Collected data entries:
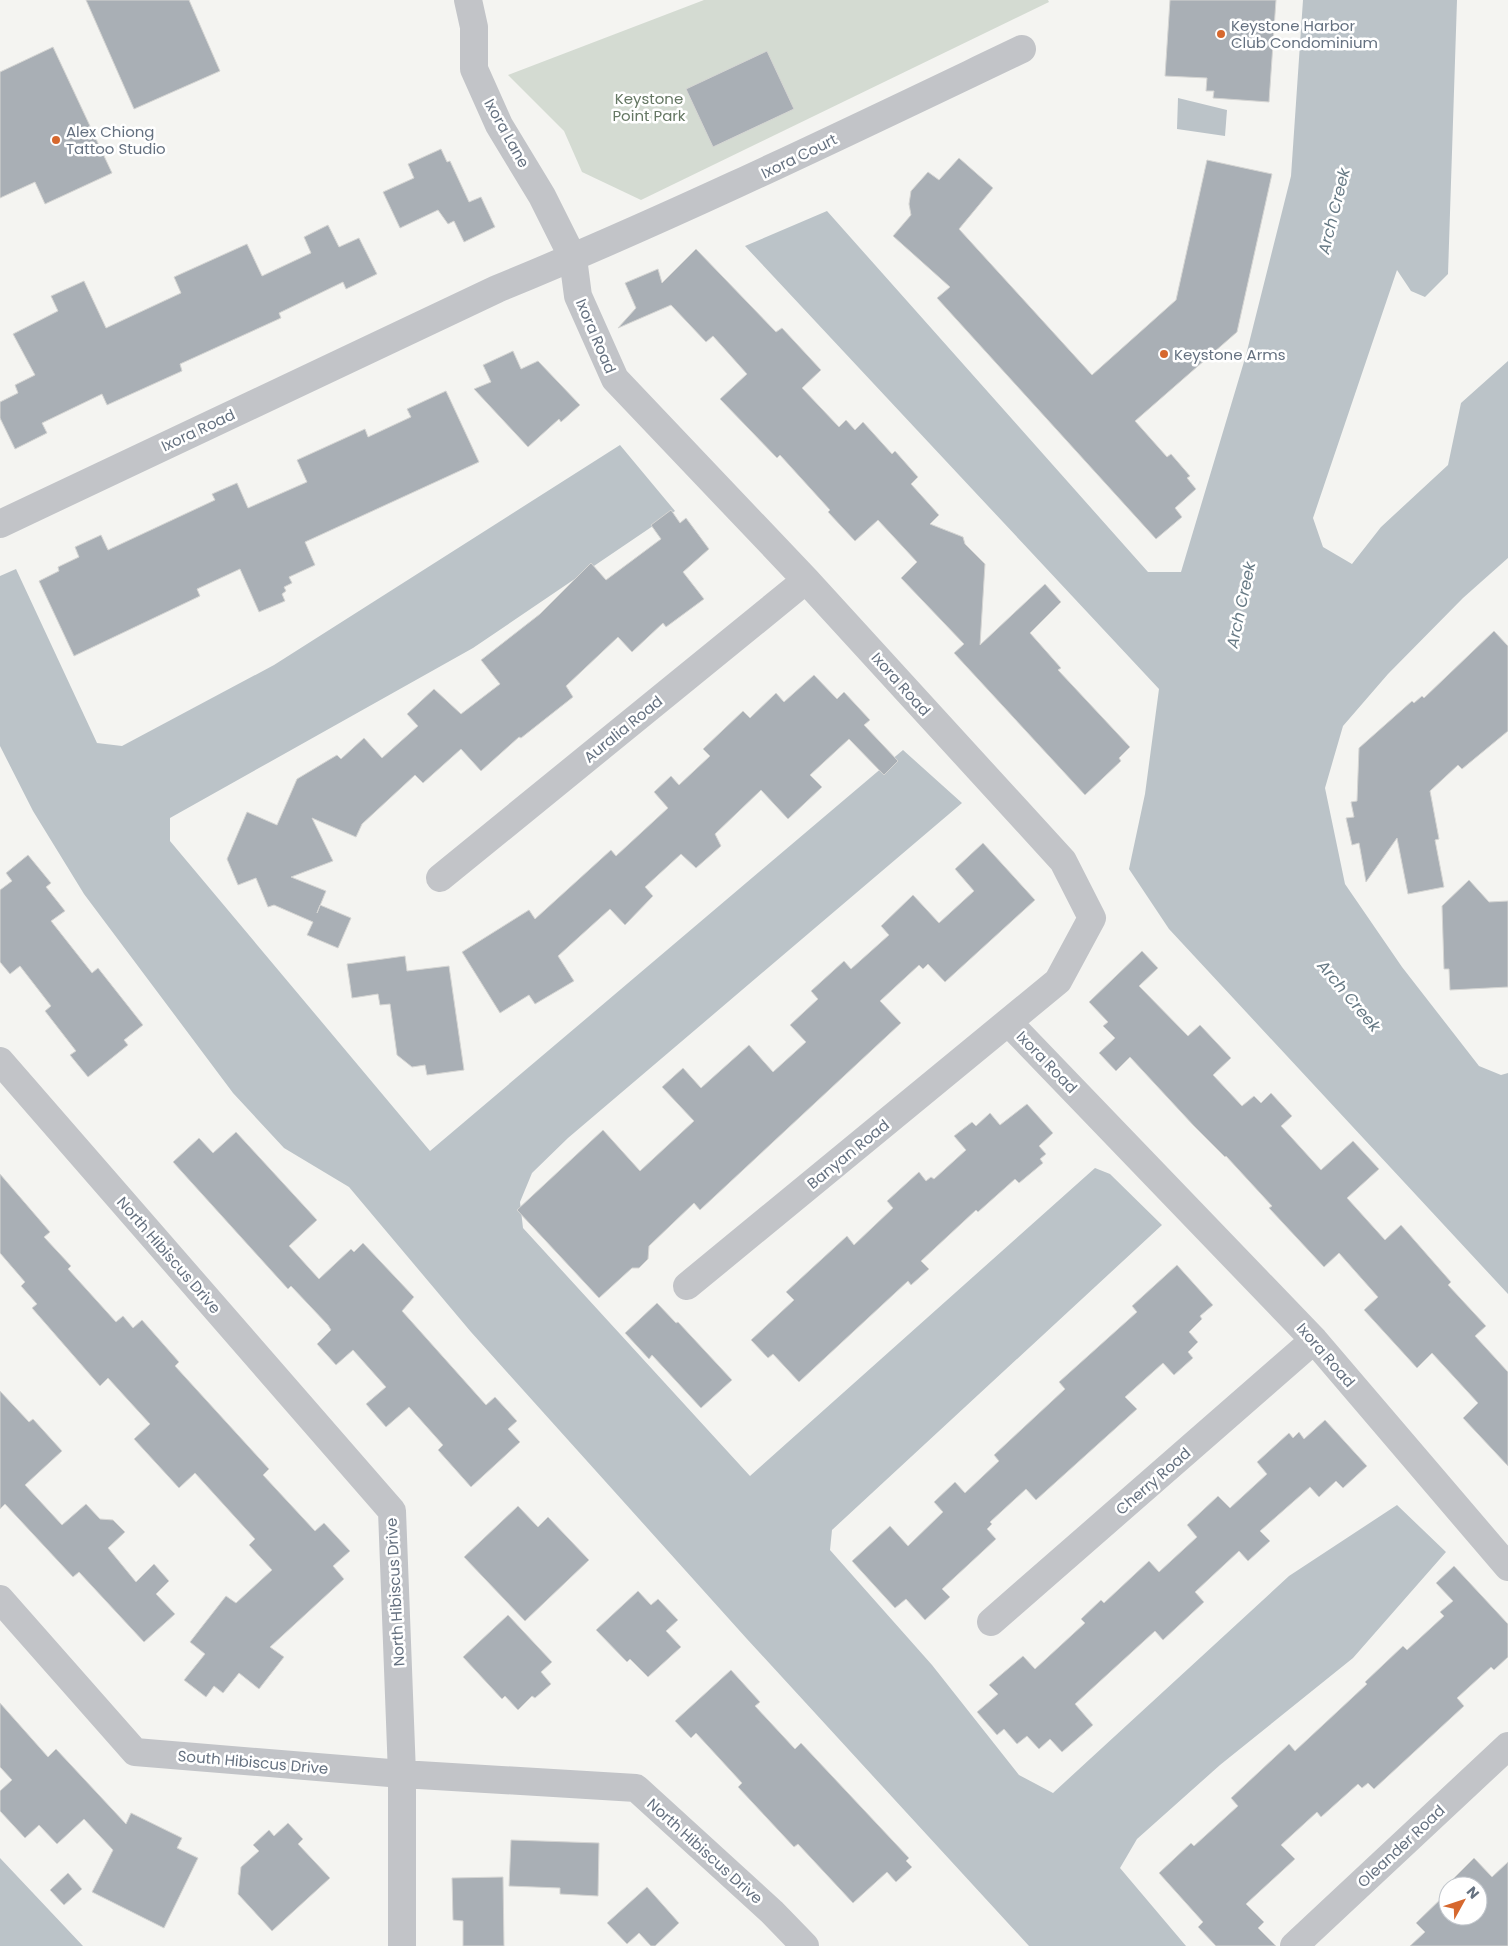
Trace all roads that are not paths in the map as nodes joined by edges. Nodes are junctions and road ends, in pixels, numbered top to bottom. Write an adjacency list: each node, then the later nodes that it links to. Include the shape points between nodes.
1 (468, 0): 3 (street, Ixora Lane, via 474,27 474,69 499,125 542,196)
2 (1022, 49): 3 (street, Ixora Court, via 767,172)
3 (573, 258): 4 (street, Ixora Road, via 497,289); 5 (street, Ixora Road, via 578,296 615,379)
4 (0, 524)
5 (806, 580): 6 (street, Auralia Road); 7 (street, Ixora Road, via 1062,861 1092,918 1058,981)
6 (440, 878)
7 (1009, 1023): 9 (street, Banyan Road); 10 (street, Ixora Road)
8 (0, 1061): 15 (street, North Hibiscus Drive, via 392,1511)
9 (687, 1286)
10 (1314, 1340): 11 (street, Ixora Road); 13 (street, Cherry Road)
11 (1508, 1567)
12 (0, 1599): 15 (street, South Hibiscus Drive, via 135,1752)
13 (991, 1622)
14 (1508, 1746): 18 (street, Oleander Road)
15 (402, 1774): 16 (street); 17 (street, North Hibiscus Drive, via 636,1788)
16 (402, 1946)
17 (805, 1946)
18 (1294, 1946)

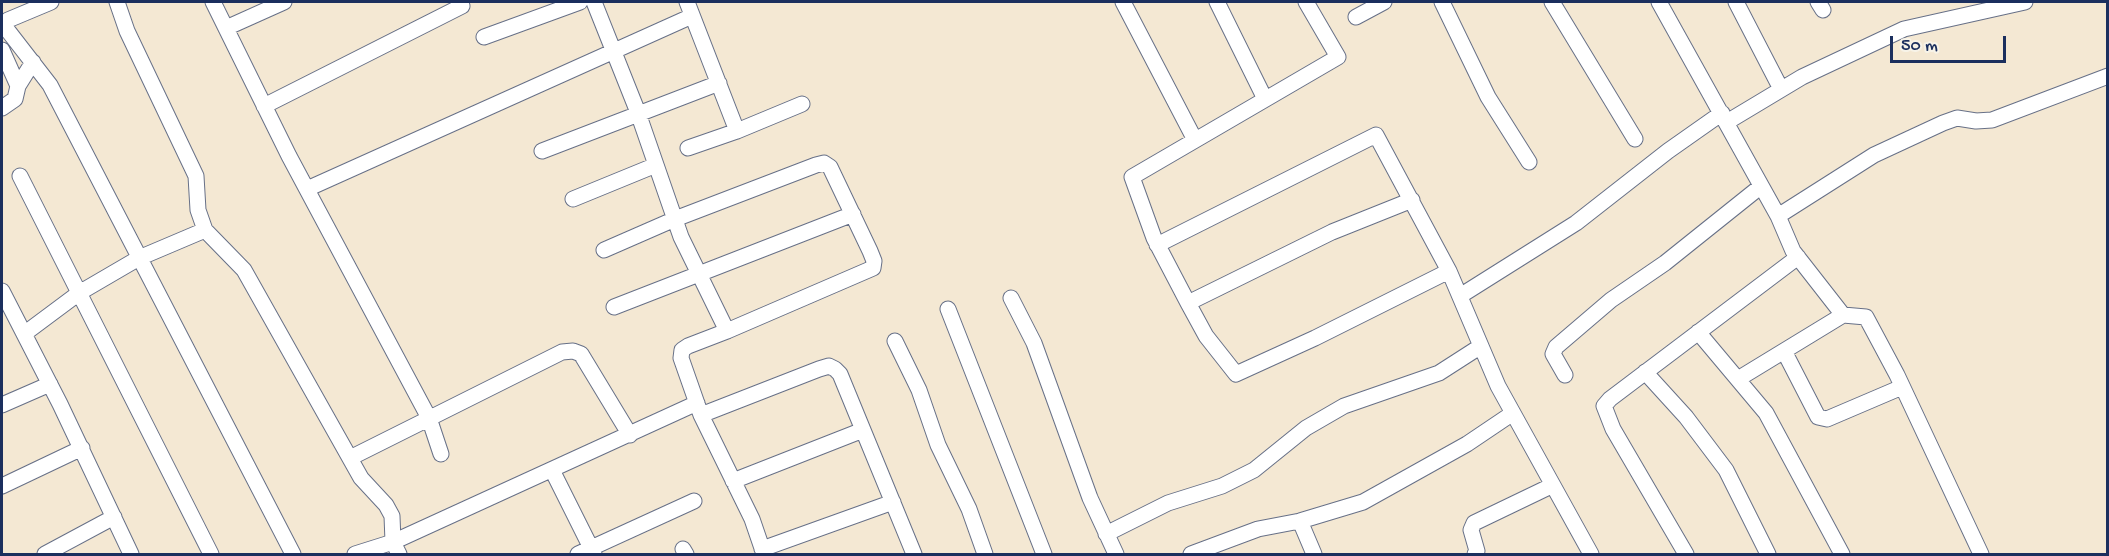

Task -
All entries above must be printed again verbatim, with images excluded.

Task result -
Trace all roads that are not paths in the map as nodes joined by edges. Nodes are junctions and road ends, in pixels, numbered top to bottom. Write an adjacency list: each node, then the later nodes that it links to. Include the shape points between nodes.
1 (468, 0): 3 (street, Ixora Lane, via 474,27 474,69 499,125 542,196)
2 (1022, 49): 3 (street, Ixora Court, via 767,172)
3 (573, 258): 4 (street, Ixora Road, via 497,289); 5 (street, Ixora Road, via 578,296 615,379)
4 (0, 524)
5 (806, 580): 6 (street, Auralia Road); 7 (street, Ixora Road, via 1062,861 1092,918 1058,981)
6 (440, 878)
7 (1009, 1023): 9 (street, Banyan Road); 10 (street, Ixora Road)
8 (0, 1061): 15 (street, North Hibiscus Drive, via 392,1511)
9 (687, 1286)
10 (1314, 1340): 11 (street, Ixora Road); 13 (street, Cherry Road)
11 (1508, 1567)
12 (0, 1599): 15 (street, South Hibiscus Drive, via 135,1752)
13 (991, 1622)
14 (1508, 1746): 18 (street, Oleander Road)
15 (402, 1774): 16 (street); 17 (street, North Hibiscus Drive, via 636,1788)
16 (402, 1946)
17 (805, 1946)
18 (1294, 1946)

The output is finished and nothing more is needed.